Data Warehouse Interview Questions: Teradata Datewarehousing Interview Questions Part 2

Q.How do you handle decimal places while importing a flatfile into informatica?
A.while importing flat file definetion just specify the scale for a neumaric data type. in the mapping, the flat file source supports only number datatype(no decimal and integer). In the SQ associated with that source will have a data type as decimal for that number port of the source.
source ->number datatype port ->SQ -> decimal datatype.Integer is not supported. hence decimal is taken care.

Q.What is parameter file?
A.When you start a workflow, you can optionally enter the directory and name of a parameter file. The Informatica Server runs the workflow using the parameters in the file you specify.
For UNIX shell users, enclose the parameter file name in single quotes:
-paramfile '$PMRootDir/myfile.txt'

For Windows command prompt users, the parameter file name cannot have beginning or trailing spaces. If the name includes spaces, enclose the file name in double quotes:
-paramfile ”$PMRootDir\my file.txt”

When you write a pmcmd command that includes a parameter file located on another machine, use the backslash (\) with the dollar sign ($). This ensures that the machine where the variable is defined expands the server variable.
pmcmd startworkflow -uv USERNAME -pv PASSWORD -s SALES:6258 -f east -w wSalesAvg -paramfile '\$PMRootDir/myfile.txt'

Q.What is aggregate cache in aggregator transforamtion?
A.When you run a workflow that uses an Aggregator transformation, the Informatica Server creates index and data caches in memory to process the transformation. If the Informatica Server requires more space, it stores overflow values in cache files.

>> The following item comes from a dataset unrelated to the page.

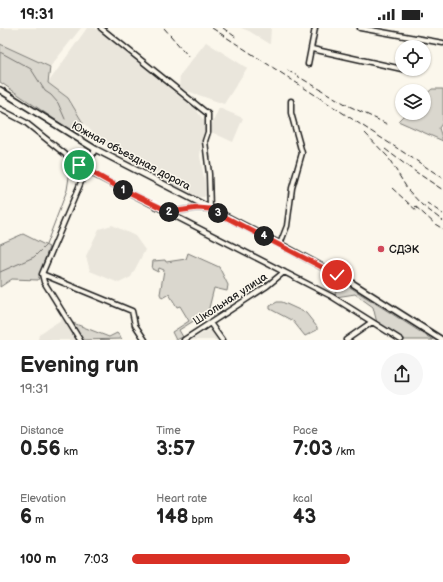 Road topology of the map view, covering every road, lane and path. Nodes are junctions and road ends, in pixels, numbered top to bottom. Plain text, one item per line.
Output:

Q.Why you use repository connectivity?
When you edit,schedule the sesion each time,informatica server directly communicates the repository to check whether or not the session and users are valid.All the metadata of sessions and mappings will be stored in repository.

Q.Briefly explian the Versioning Concept in Power Center 7.1.
A.When you create a version of a folder referenced by shortcuts, all shortcuts continue to reference their original object in the original version. They do not automatically update to the current folder version.For example, if you have a shortcut to a source definition in the Marketing folder, version 1.0.0, then you create a new folder version, 1.5.0, the shortcut continues to point to the source definition in version 1.0.0.Maintaining versions of shared folders can result in shortcuts pointing to different versions of the folder. Though shortcuts to different versions do not affect the server, they might prove more difficult to maintain. To avoid this, you can recreate shortcuts pointing to earlier versions, but this solution is not practical for much-used objects. Therefore, when possible, do not version folders referenced by shortcuts.

Q.What is source qualifier transformation?
A.When you add a relational or a flat file source definition to a mapping, you need to connect it to a Source Qualifier transformation. The Source Qualifier represents the rows that the Informatica Server reads when it executes a session.Join data originating from the same source database. You can join two or more tables with primary-foreign key relationships by linking the sources to one Source Qualifier.Filter records when the Informatica Server reads source data. If you include a filter condition, the Informatica Server adds a WHERE clause to the default query.Specify an outer join rather than the default inner join. If you include a user-defined join, the Informatica Server replaces the join information specified by the metadata in the SQL query.Specify sorted ports. If you specify a number for sorted ports, the Informatica Server adds an ORDER BY clause to the default SQL query.Select only distinct values from the source. If you choose Select Distinct, the Informatica Server adds a SELECT DISTINCT statement to the default SQL query.Create a custom query to issue a special SELECT statement for the Informatica Server to read source data. For example, you might use a custom query to perform aggregate calculations or execute a stored procedure.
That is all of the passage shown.